Prompt: Output each record verbatim, with pictures left out.

○ ○ ○ ○

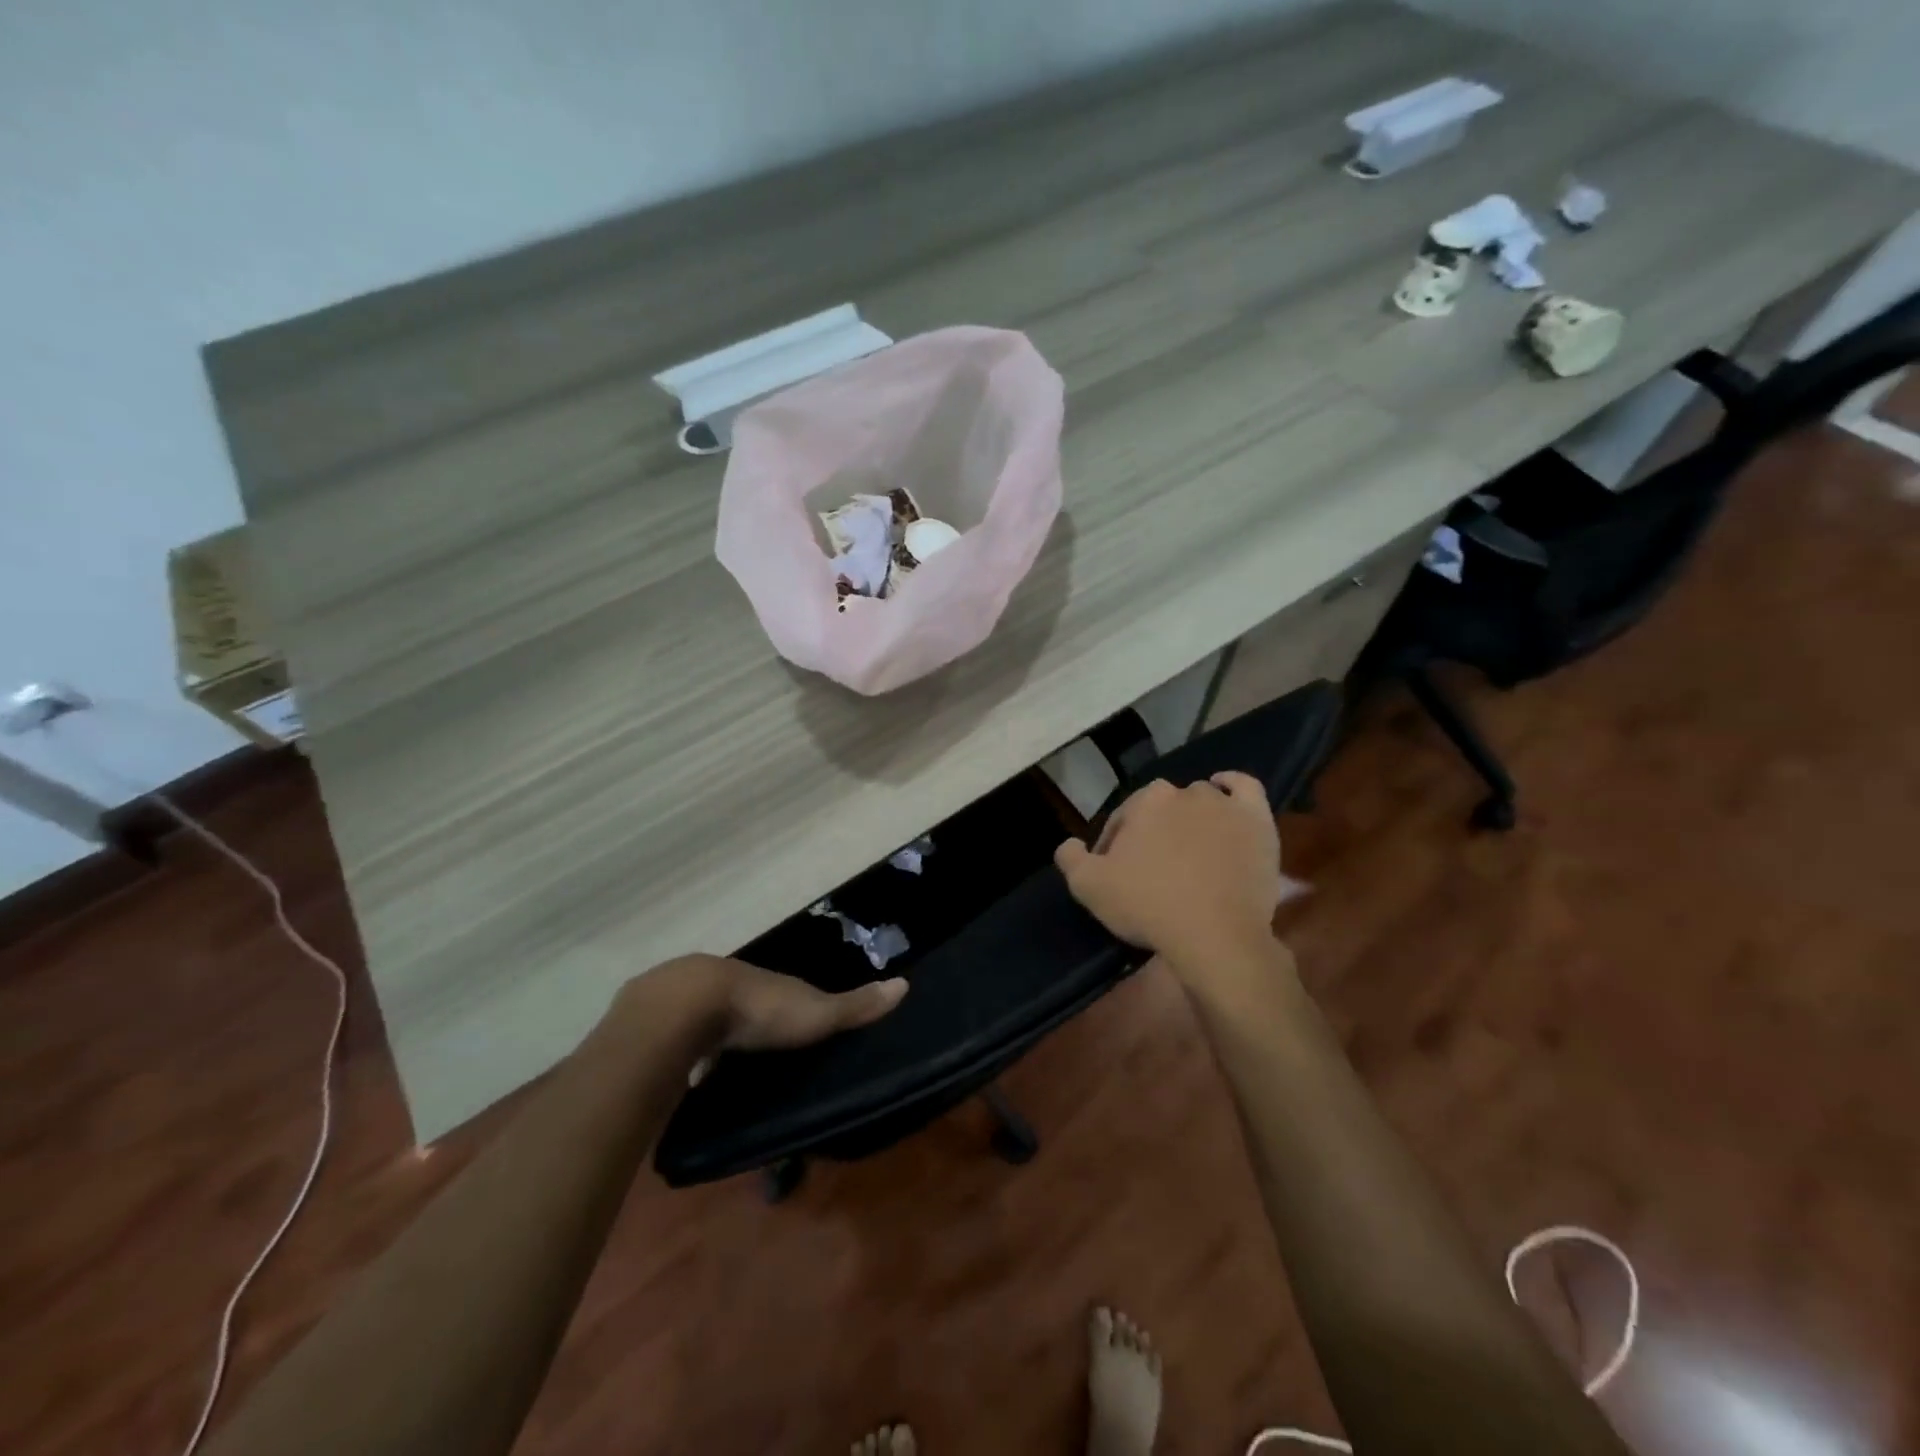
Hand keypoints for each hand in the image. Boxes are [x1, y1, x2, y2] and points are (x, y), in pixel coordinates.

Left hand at [632, 953, 907, 1062]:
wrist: (685, 1008)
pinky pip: (678, 1036)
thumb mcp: (815, 1013)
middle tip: (763, 1057)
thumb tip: (905, 984)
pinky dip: (685, 1051)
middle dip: (754, 1025)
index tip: (805, 1031)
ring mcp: (693, 999)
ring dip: (716, 1038)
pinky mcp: (659, 1020)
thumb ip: (854, 1006)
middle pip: (748, 1004)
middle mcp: (732, 983)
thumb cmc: (758, 1010)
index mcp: (768, 983)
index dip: (798, 1010)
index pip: (788, 994)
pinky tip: (686, 1073)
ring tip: (724, 1071)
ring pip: (710, 1019)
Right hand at [1055, 773, 1286, 980]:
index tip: (1117, 876)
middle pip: (1161, 810)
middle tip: (1152, 870)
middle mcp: (1185, 792)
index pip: (1122, 820)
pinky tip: (1224, 791)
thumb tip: (1068, 844)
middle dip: (1153, 833)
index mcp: (1145, 801)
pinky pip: (1245, 789)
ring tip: (1188, 850)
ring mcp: (1225, 805)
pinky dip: (1232, 785)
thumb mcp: (1089, 888)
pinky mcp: (1258, 822)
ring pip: (1201, 800)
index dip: (1115, 847)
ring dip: (1190, 818)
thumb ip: (1071, 858)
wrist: (1216, 936)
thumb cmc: (1149, 906)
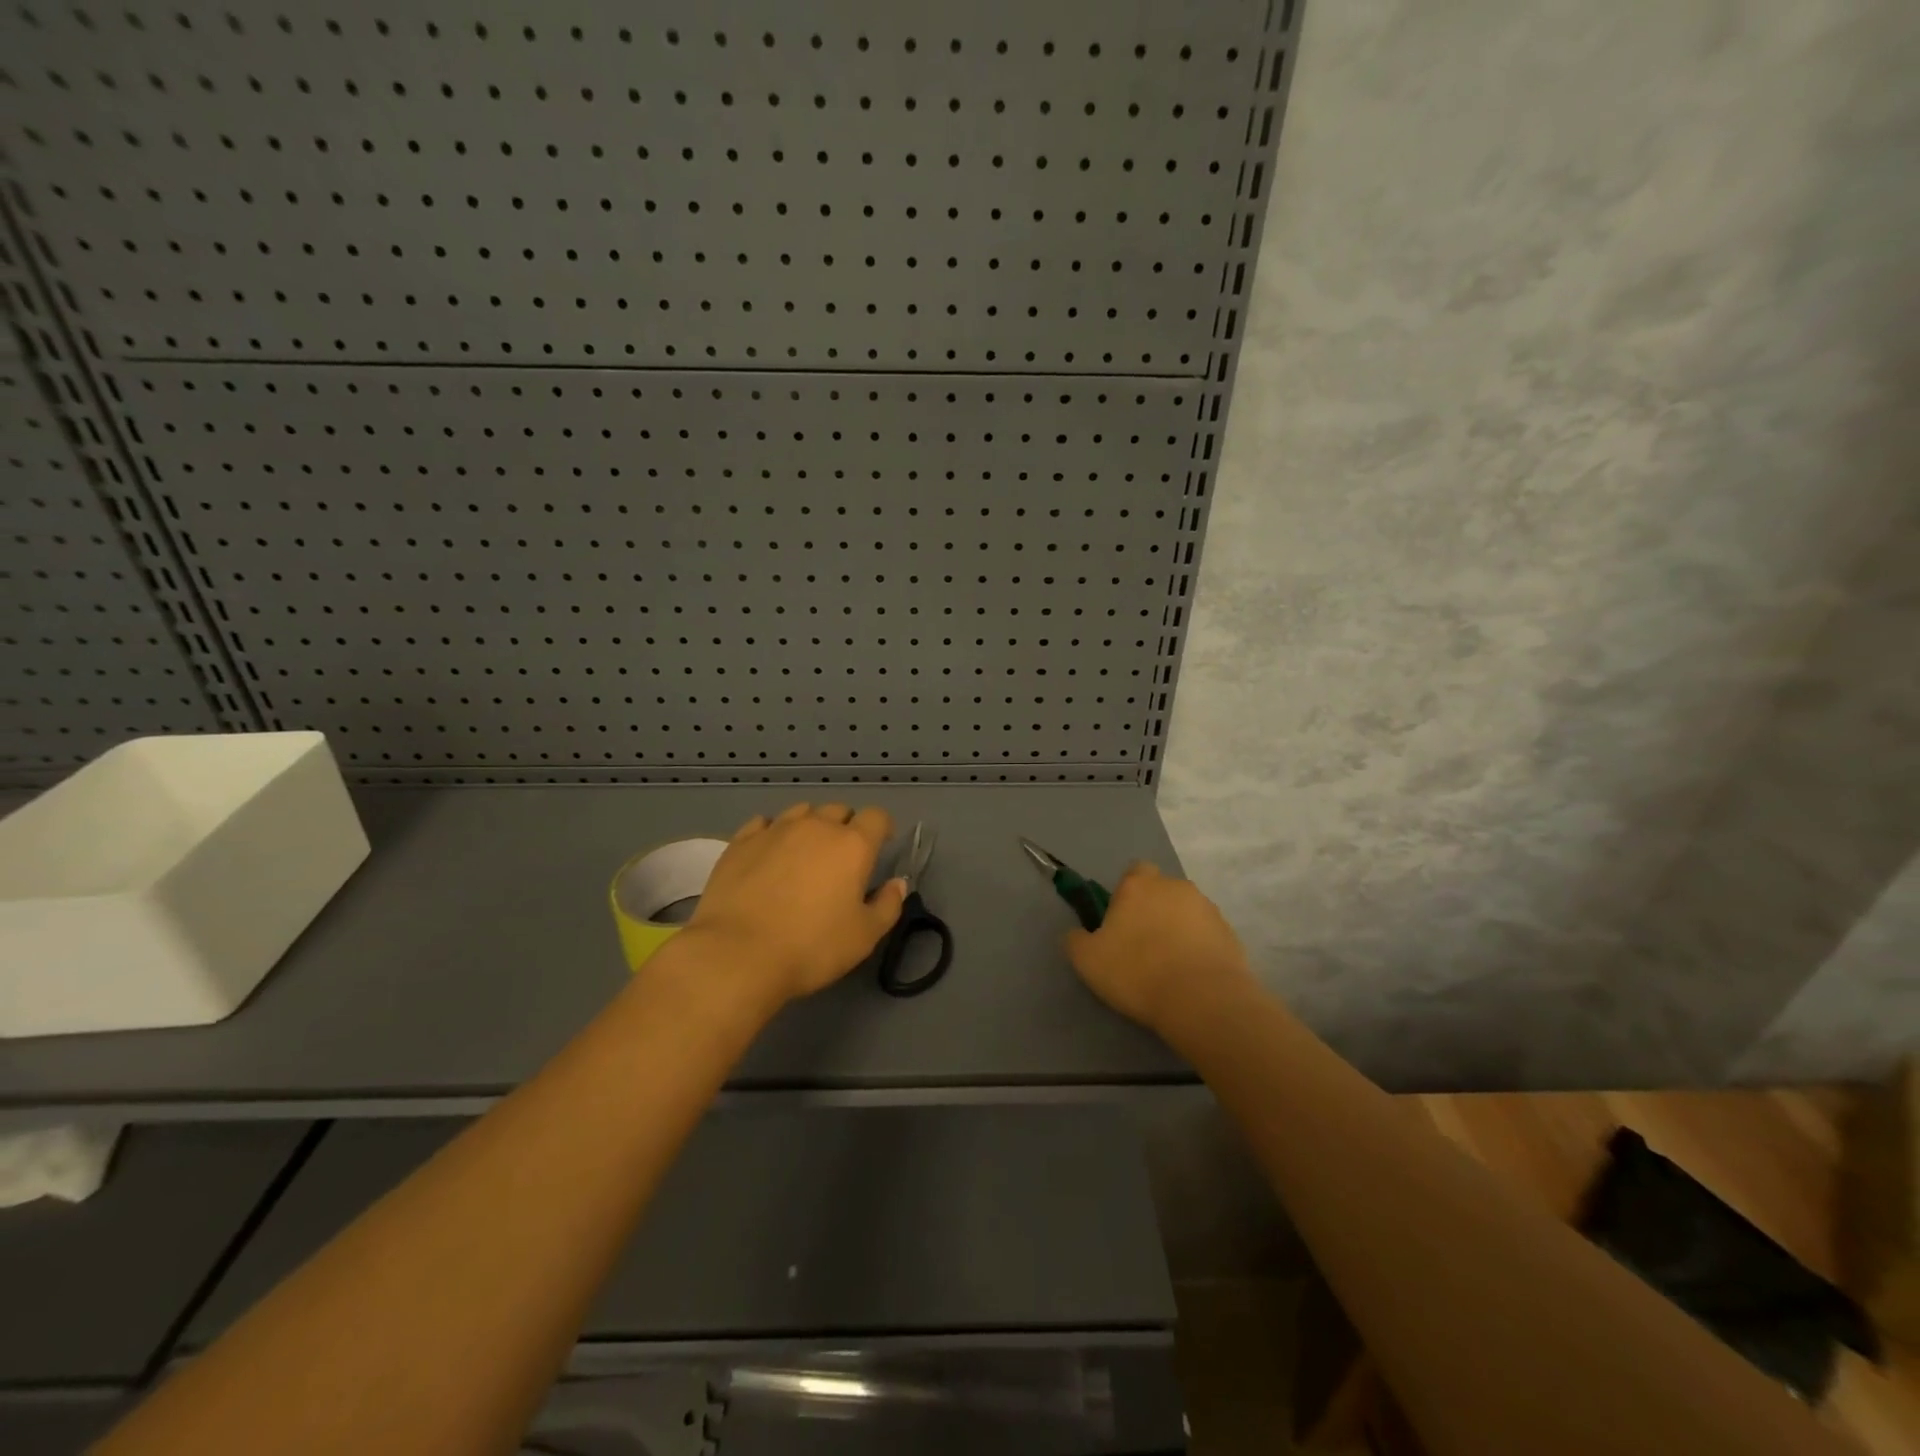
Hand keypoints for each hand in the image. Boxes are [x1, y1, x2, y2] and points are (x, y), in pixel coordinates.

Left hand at [672, 802, 906, 1009]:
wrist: (738, 954)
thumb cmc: (811, 947)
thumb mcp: (864, 936)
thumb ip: (887, 905)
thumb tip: (896, 884)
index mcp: (853, 845)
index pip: (876, 817)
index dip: (882, 828)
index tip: (880, 846)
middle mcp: (816, 827)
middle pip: (839, 810)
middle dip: (846, 827)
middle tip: (841, 858)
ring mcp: (775, 830)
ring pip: (801, 812)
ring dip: (810, 826)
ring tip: (804, 854)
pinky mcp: (741, 842)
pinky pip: (763, 823)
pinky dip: (772, 832)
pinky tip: (768, 853)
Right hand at [1065, 862, 1255, 1033]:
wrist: (1202, 1001)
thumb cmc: (1137, 972)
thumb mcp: (1086, 960)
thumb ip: (1076, 939)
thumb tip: (1078, 933)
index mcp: (1139, 884)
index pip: (1133, 872)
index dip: (1126, 895)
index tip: (1120, 923)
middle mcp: (1175, 886)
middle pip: (1160, 892)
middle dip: (1153, 912)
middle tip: (1141, 947)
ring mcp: (1207, 908)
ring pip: (1185, 913)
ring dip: (1177, 930)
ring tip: (1169, 967)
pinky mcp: (1230, 934)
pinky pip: (1207, 935)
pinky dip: (1198, 949)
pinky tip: (1191, 976)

○ ○ ○ ○

Written solution:
Hand keypoints for each hand in the image. Boxes are [x1, y1, x2, y2] and points are (x, y), in pixel coordinates.

Left hand at [632, 953, 907, 1062]:
wrist: (685, 1008)
pinky pip: (678, 1036)
thumb mcp: (815, 1013)
middle tip: (763, 1057)
thumb tip: (905, 984)
pinky dip: (685, 1051)
middle dip: (754, 1025)
index tip: (805, 1031)
ring mcp: (693, 999)
ring dip: (716, 1038)
pinky mcp: (659, 1020)
thumb ip: (854, 1006)
middle pip: (748, 1004)
middle mcp: (732, 983)
thumb cmc: (758, 1010)
index mcp: (768, 983)
index dip: (798, 1010)
index pip: (788, 994)
pinky tip: (686, 1073)
ring tip: (724, 1071)
ring pip: (710, 1019)
Right hand at [1055, 773, 1286, 980]:
index tip: (1117, 876)
middle pip: (1161, 810)
middle tip: (1152, 870)
middle mcp: (1185, 792)
index pip: (1122, 820)
pinky tip: (1224, 791)
thumb tip: (1068, 844)
middle dip: (1153, 833)
index mcp: (1145, 801)
pinky pip: (1245, 789)
ring tip: (1188, 850)
ring mcp: (1225, 805)
pinky dip: (1232, 785)
thumb mcp: (1089, 888)
pinky mcp: (1258, 822)
ring pip: (1201, 800)
index dip: (1115, 847)
ring dip: (1190, 818)
thumb ip: (1071, 858)
wrist: (1216, 936)
thumb cmc: (1149, 906)
Hand keypoints for each hand in the image. Boxes are [x1, y1, x2, y2] and points are (x, y), in pixel coordinates.

Left hand at [672, 802, 906, 1009]:
wrist: (738, 954)
thumb cmc: (811, 947)
thumb mcp: (864, 936)
thumb ip: (887, 905)
thumb tip: (896, 884)
index mcp: (853, 845)
index pip: (876, 817)
index dip: (882, 828)
index tip: (880, 846)
middle mcp: (816, 827)
middle pip: (839, 810)
middle dip: (846, 827)
middle tip: (841, 858)
ring mcp: (775, 830)
ring pip: (801, 812)
ring dip: (810, 826)
ring tip: (804, 854)
pinky mcp: (741, 842)
pinky pip: (763, 823)
pinky dip: (772, 832)
pinky tip: (768, 853)
Right hand at [1065, 862, 1255, 1033]:
wrist: (1202, 1001)
thumb cmc: (1137, 972)
thumb mcp: (1086, 960)
thumb ip: (1076, 939)
thumb tip: (1078, 933)
index mcp: (1139, 884)
index pip: (1133, 872)
index dip: (1126, 895)
index tip: (1120, 923)
middle mcp: (1175, 886)
middle pip: (1160, 892)
middle dip: (1153, 912)
middle tip: (1141, 947)
ring mcp: (1207, 908)
ring pip: (1185, 913)
ring dip: (1177, 930)
ring tip: (1169, 967)
pinky mcp: (1230, 934)
pinky pip: (1207, 935)
pinky dip: (1198, 949)
pinky tip: (1191, 976)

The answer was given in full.